+++ Data shown +++
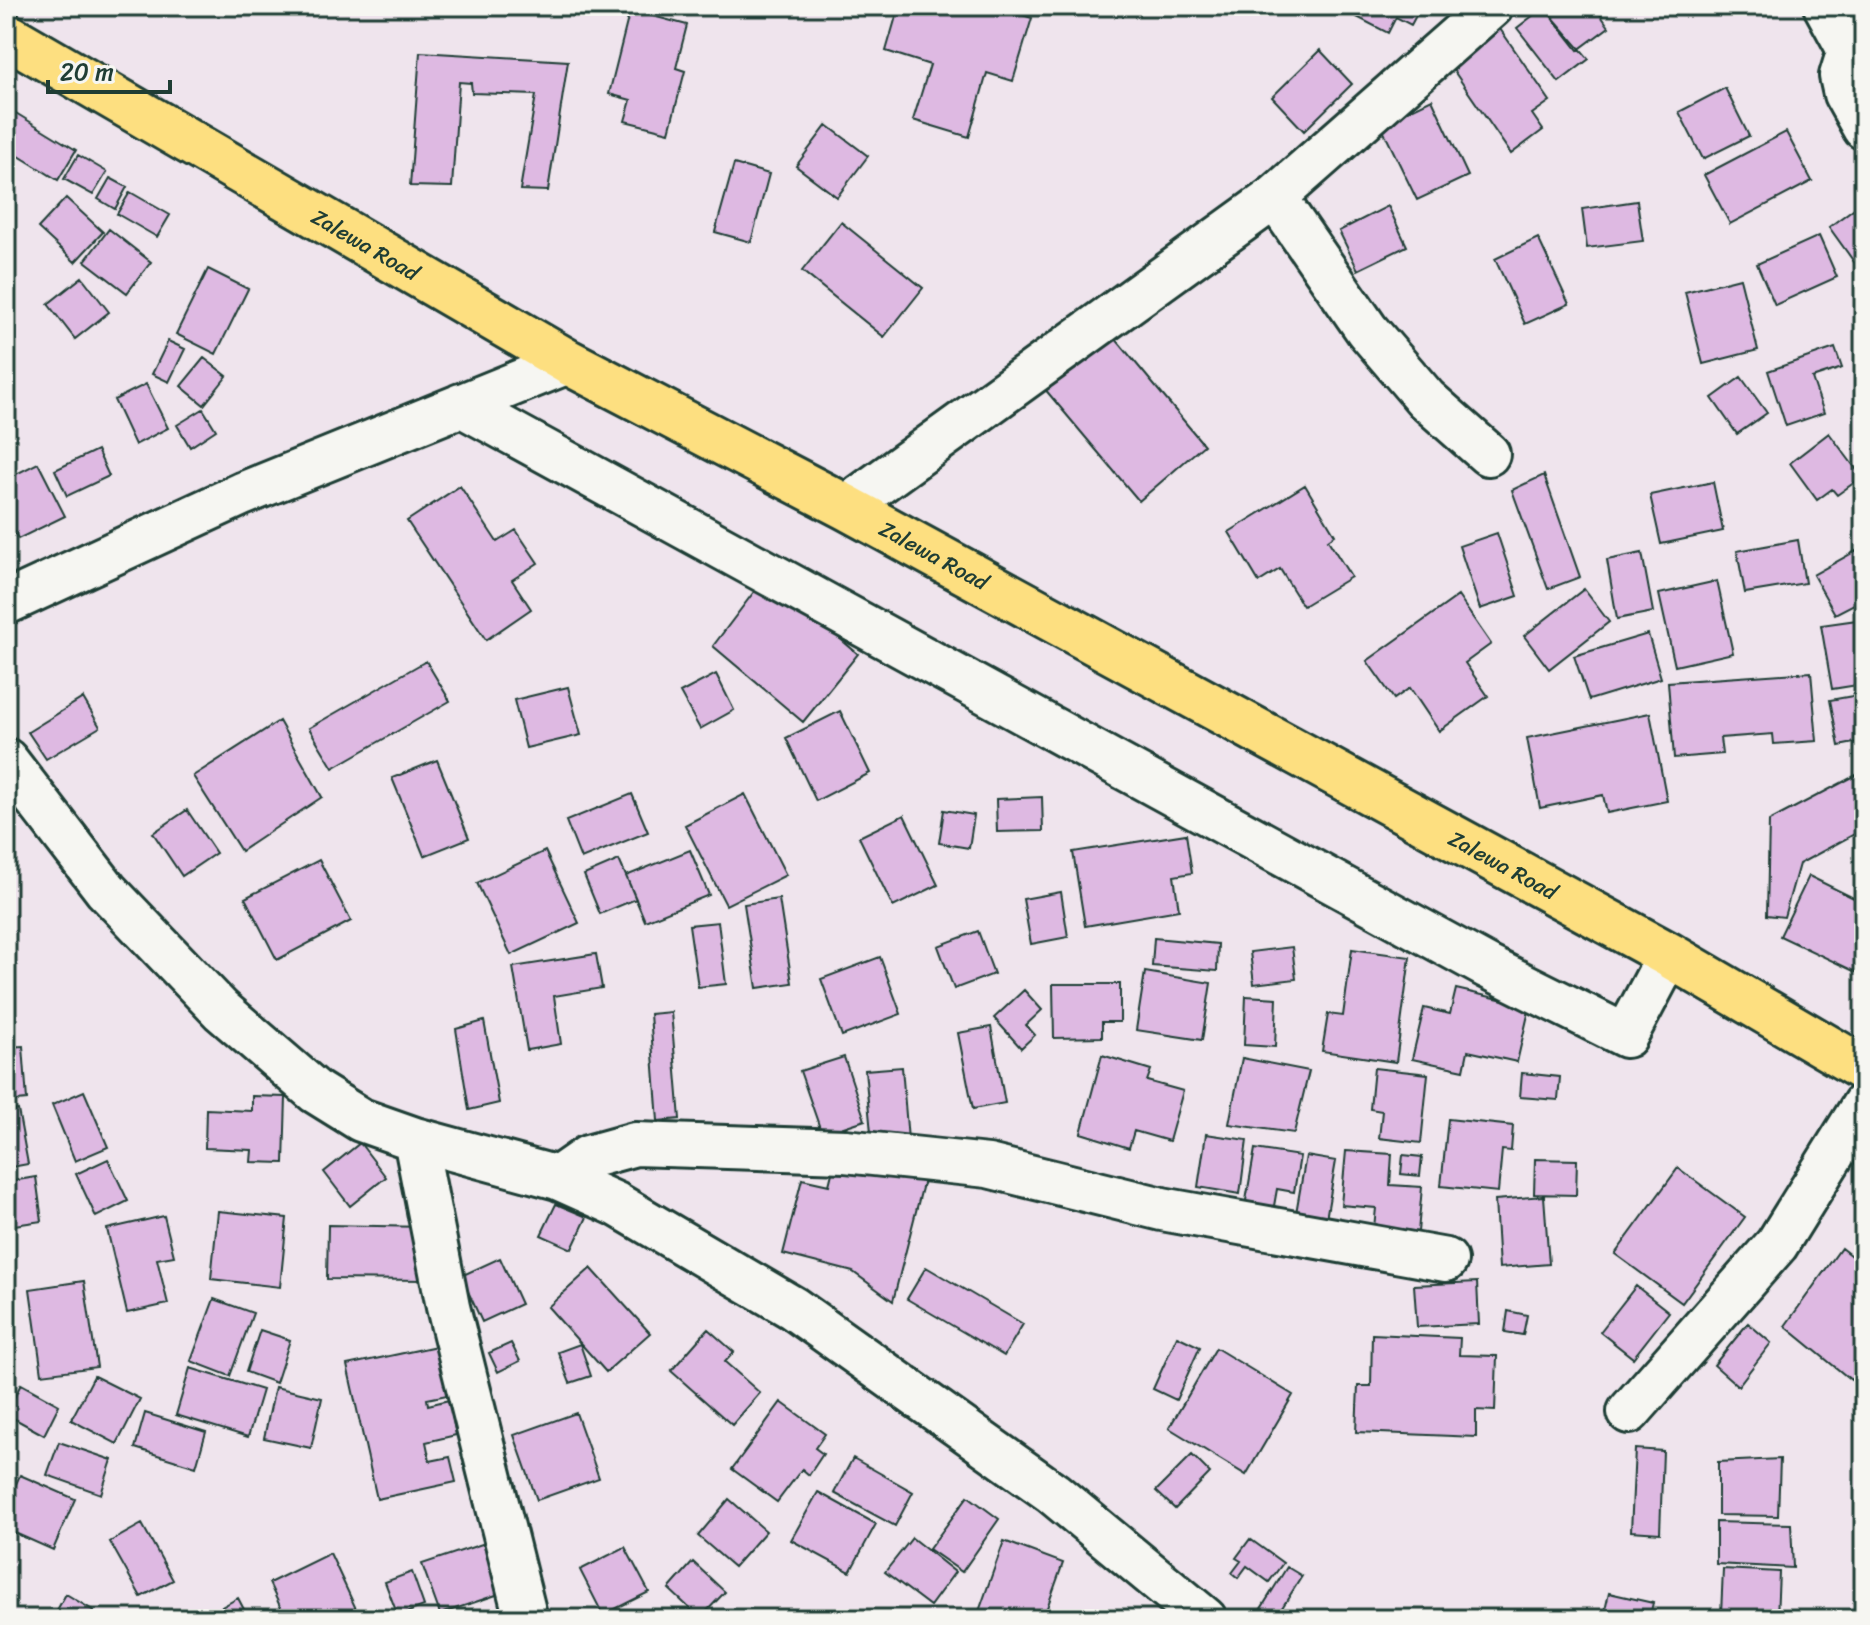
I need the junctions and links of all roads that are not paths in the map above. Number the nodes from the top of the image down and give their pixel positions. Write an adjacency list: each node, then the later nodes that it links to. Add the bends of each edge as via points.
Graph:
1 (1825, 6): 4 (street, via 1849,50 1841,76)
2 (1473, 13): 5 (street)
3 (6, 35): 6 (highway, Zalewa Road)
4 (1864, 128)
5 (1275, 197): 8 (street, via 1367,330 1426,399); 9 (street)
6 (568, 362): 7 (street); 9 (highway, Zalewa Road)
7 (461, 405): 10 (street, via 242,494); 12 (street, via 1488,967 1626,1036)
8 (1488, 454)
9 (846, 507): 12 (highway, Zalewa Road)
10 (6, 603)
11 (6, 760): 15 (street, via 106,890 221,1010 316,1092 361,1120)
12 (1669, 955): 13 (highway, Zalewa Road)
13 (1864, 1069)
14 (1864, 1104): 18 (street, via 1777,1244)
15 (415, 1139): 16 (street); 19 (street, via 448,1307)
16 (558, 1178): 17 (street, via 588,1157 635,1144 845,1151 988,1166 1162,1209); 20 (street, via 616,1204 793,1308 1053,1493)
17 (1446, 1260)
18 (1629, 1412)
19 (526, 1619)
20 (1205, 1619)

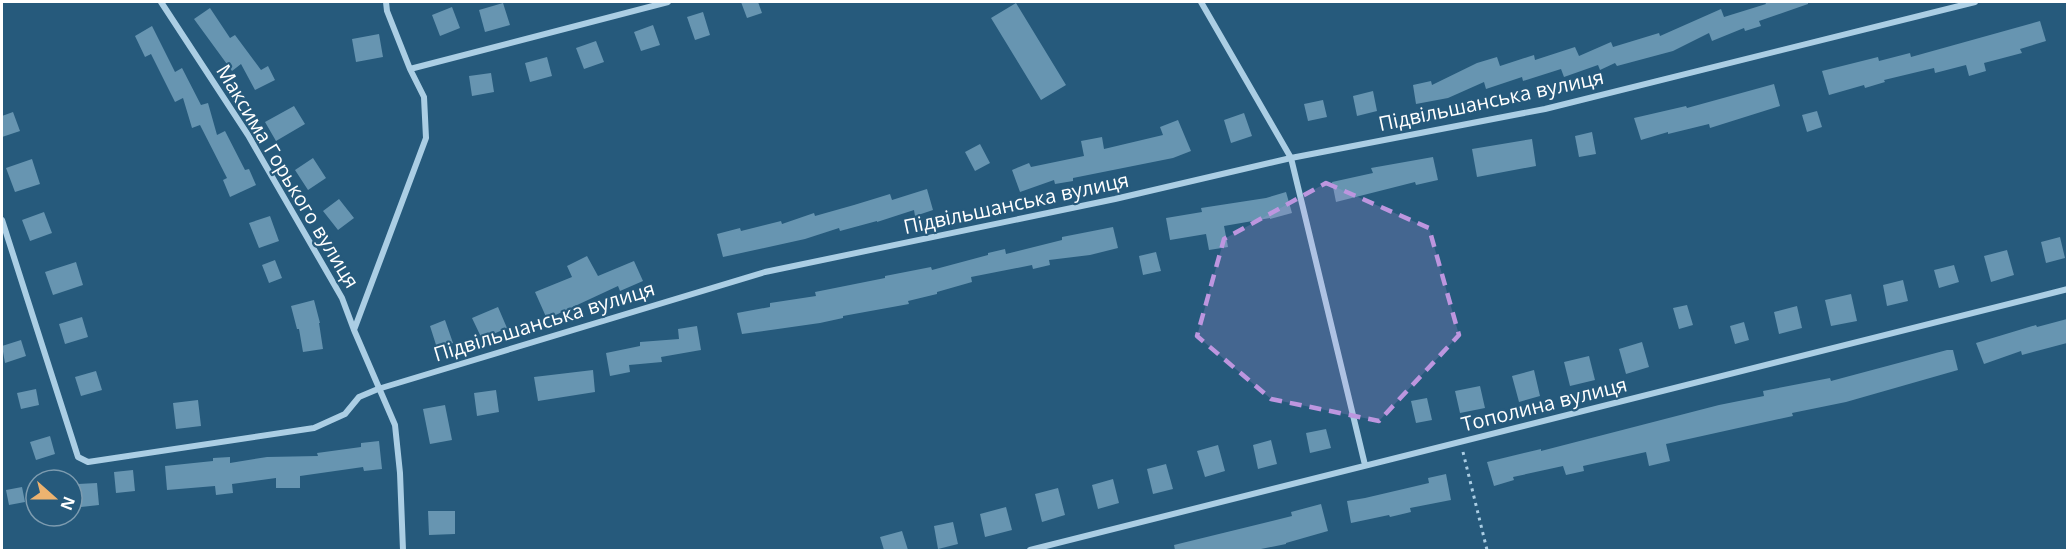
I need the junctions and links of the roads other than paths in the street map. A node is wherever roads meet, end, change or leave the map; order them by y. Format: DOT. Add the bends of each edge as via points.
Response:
+++
Task description: If pictures appear in the data, do not print them; repeat the rest exactly.

Your solution:
I need the junctions and links of all roads that are not paths in the map above. Number the nodes from the top of the image down and give their pixel positions. Write an adjacency list: each node, then the later nodes that it links to. Add the bends of each edge as via points.
Graph:
1 (1825, 6): 4 (street, via 1849,50 1841,76)
2 (1473, 13): 5 (street)
3 (6, 35): 6 (highway, Zalewa Road)
4 (1864, 128)
5 (1275, 197): 8 (street, via 1367,330 1426,399); 9 (street)
6 (568, 362): 7 (street); 9 (highway, Zalewa Road)
7 (461, 405): 10 (street, via 242,494); 12 (street, via 1488,967 1626,1036)
8 (1488, 454)
9 (846, 507): 12 (highway, Zalewa Road)
10 (6, 603)
11 (6, 760): 15 (street, via 106,890 221,1010 316,1092 361,1120)
12 (1669, 955): 13 (highway, Zalewa Road)
13 (1864, 1069)
14 (1864, 1104): 18 (street, via 1777,1244)
15 (415, 1139): 16 (street); 19 (street, via 448,1307)
16 (558, 1178): 17 (street, via 588,1157 635,1144 845,1151 988,1166 1162,1209); 20 (street, via 616,1204 793,1308 1053,1493)
17 (1446, 1260)
18 (1629, 1412)
19 (526, 1619)
20 (1205, 1619)

I need the junctions and links of the roads other than paths in the street map. A node is wherever roads meet, end, change or leave the map; order them by y. Format: DOT. Add the bends of each edge as via points.
Response:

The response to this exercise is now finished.